W poniedziałek wieczorem policjanci z Miastka zostali poinformowani o zabiciu psa przez członków Miasteckiego Stowarzyszenia ma rzecz Zwierząt „Bezdomny kundelek”. Do zdarzenia doszło w małej miejscowości w okolicach Miastka - Miłocicach. Śledczy natychmiast zaczęli pracować nad sprawą. Jak ustalili zwierzę miało liczne obrażenia, co wskazywało, że było bite. Policjanci przesłuchiwali świadków, zbierali informacje i analizowali je. Wszystkie ustalenia mundurowych wskazywały, że do śmierci zwierzęcia przyczynił się jego 54-letni właściciel Jędrzej M. oraz jego 20-letni znajomy Leszek C. Zebrane przez śledczych materiały dały podstawy do przedstawienia obu mężczyznom zarzutów znęcania się nad psem i zabicia go. Dodatkowo 20-latek usłyszał zarzut wpływania groźbami na zeznania świadków.

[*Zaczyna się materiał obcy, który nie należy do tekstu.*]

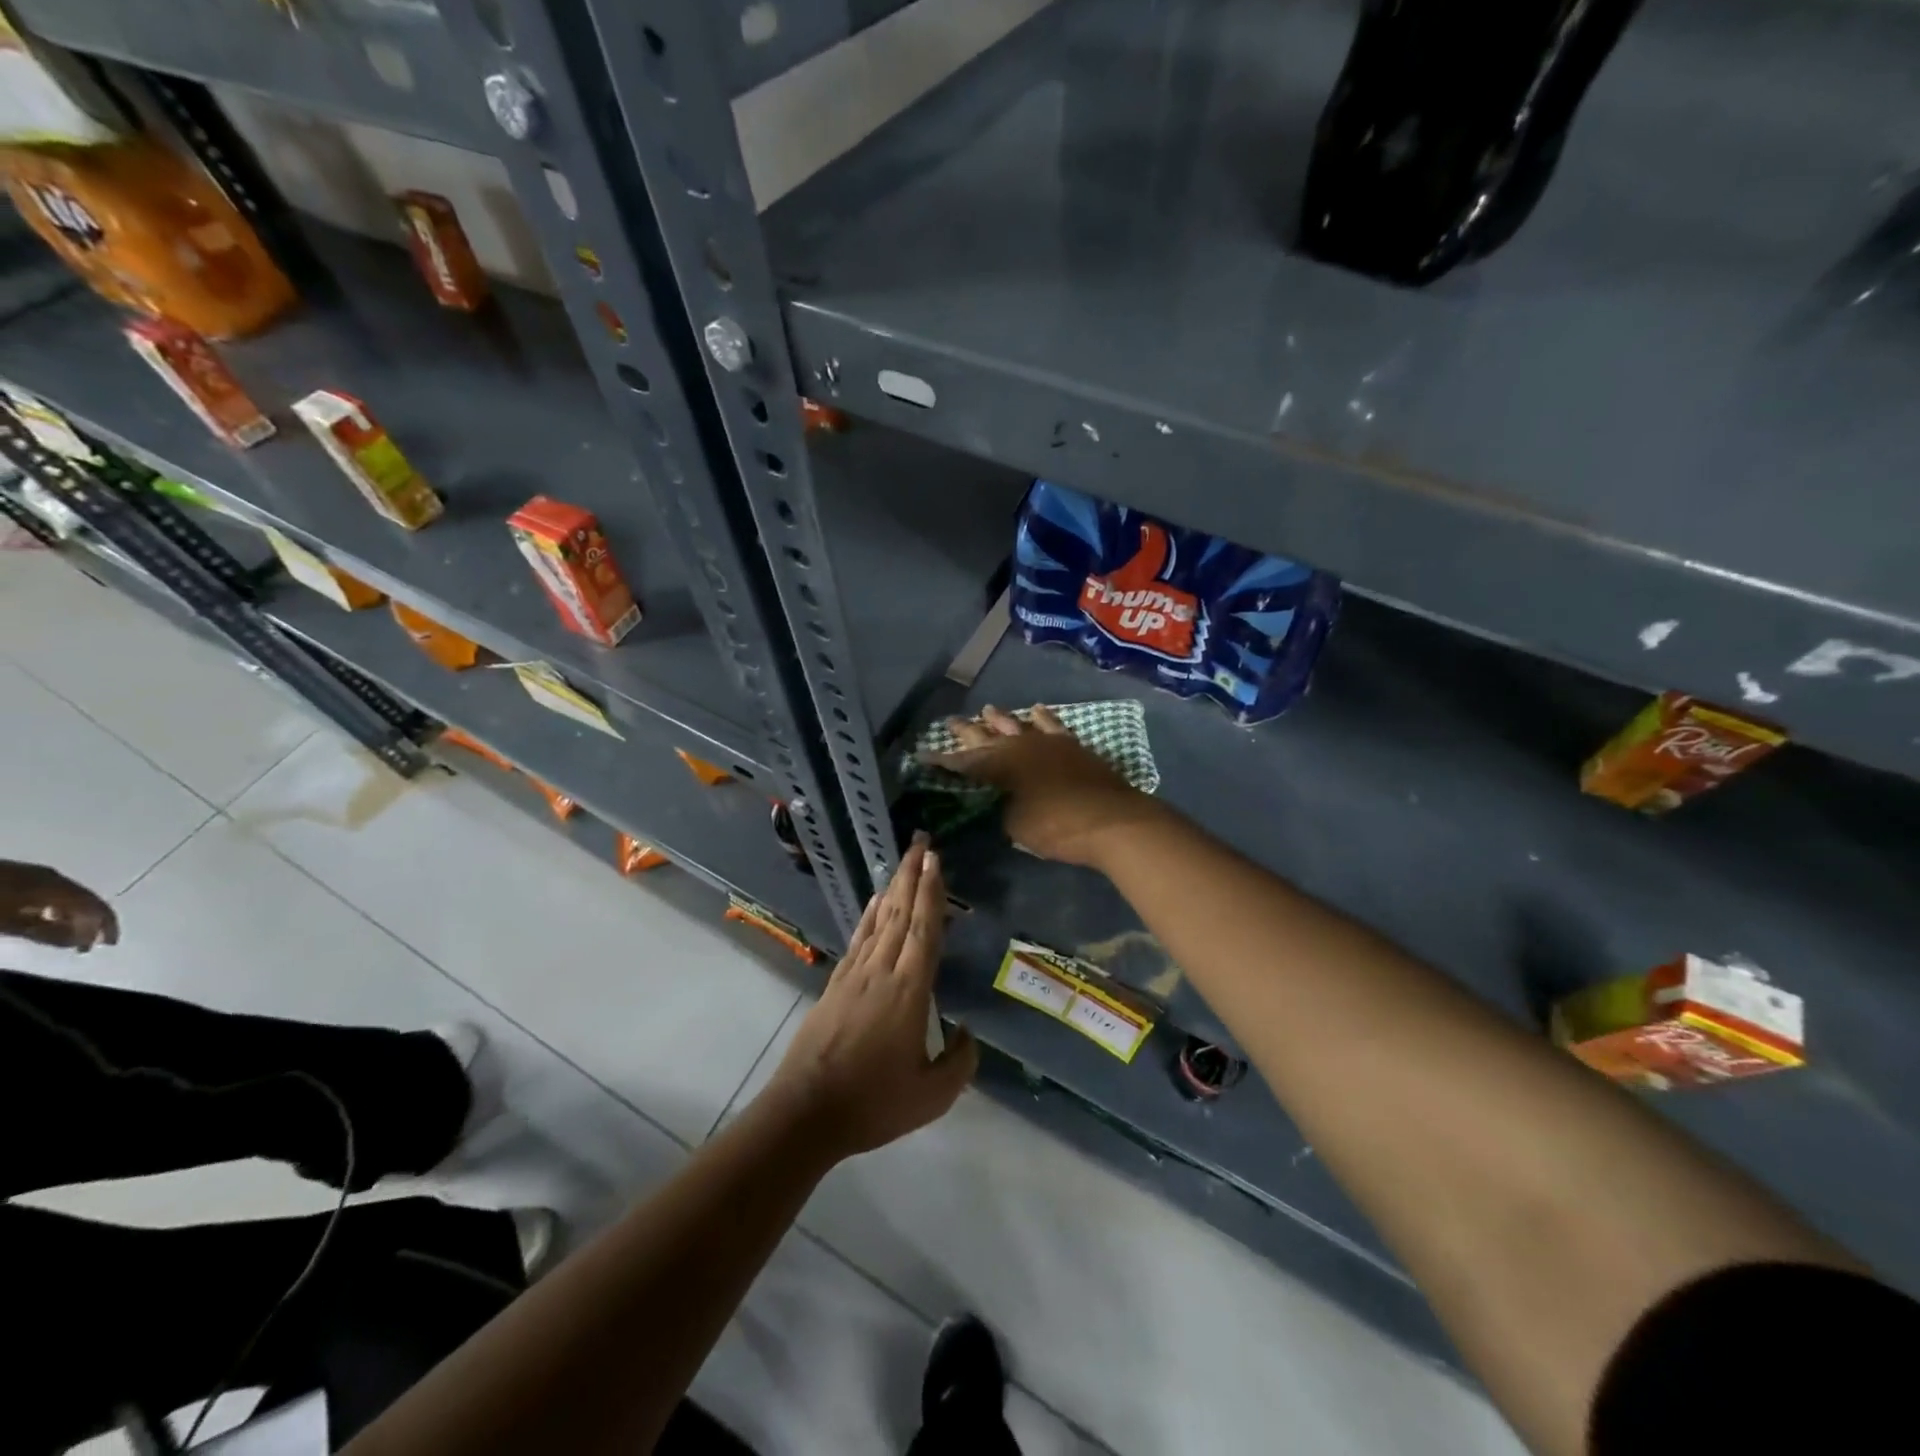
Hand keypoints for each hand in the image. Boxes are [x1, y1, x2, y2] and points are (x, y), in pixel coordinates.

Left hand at [0, 862, 118, 950]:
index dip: (106, 925)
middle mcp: (52, 877)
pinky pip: (47, 893)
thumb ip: (46, 932)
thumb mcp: (8, 924)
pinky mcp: (16, 877)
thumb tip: (79, 941)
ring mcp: (32, 875)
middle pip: (84, 899)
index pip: (95, 905)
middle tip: (86, 944)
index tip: (106, 945)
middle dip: (90, 921)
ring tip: (65, 935)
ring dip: (71, 916)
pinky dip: (53, 909)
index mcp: (55, 886)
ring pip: (66, 896)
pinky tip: (42, 919)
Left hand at [766, 836, 976, 1158]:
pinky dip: (870, 916)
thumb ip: (959, 1063)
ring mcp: (855, 976)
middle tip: (922, 844)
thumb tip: (967, 1033)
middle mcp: (882, 972)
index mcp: (909, 991)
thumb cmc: (873, 1104)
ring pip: (880, 922)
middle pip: (901, 914)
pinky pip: (859, 940)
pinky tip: (875, 903)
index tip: (936, 860)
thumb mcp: (931, 1096)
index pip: (925, 930)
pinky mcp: (836, 986)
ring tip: (904, 863)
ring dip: (894, 889)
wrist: (806, 1112)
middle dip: (913, 876)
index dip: (932, 893)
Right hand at [923, 705, 1164, 868]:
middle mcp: (1019, 746)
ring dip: (1000, 719)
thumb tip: (1000, 802)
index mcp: (999, 767)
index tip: (923, 756)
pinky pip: (1052, 724)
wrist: (1112, 820)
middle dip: (966, 731)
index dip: (942, 762)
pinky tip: (1035, 710)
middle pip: (987, 736)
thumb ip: (1002, 809)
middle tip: (949, 722)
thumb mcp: (1016, 826)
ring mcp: (1047, 742)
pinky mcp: (1071, 745)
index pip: (963, 763)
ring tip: (987, 710)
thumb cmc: (1057, 828)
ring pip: (1017, 724)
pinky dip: (1041, 717)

Na wniosek policjantów i prokuratora, po zapoznaniu się z zebranymi materiałami postępowania, sąd aresztował na dwa miesiące 20-latka.
Za znęcanie się nad zwierzętami grozi kara więzienia do 3 lat, natomiast za groźby w celu wywarcia wpływu na świadka za kratki można trafić nawet na 5 lat.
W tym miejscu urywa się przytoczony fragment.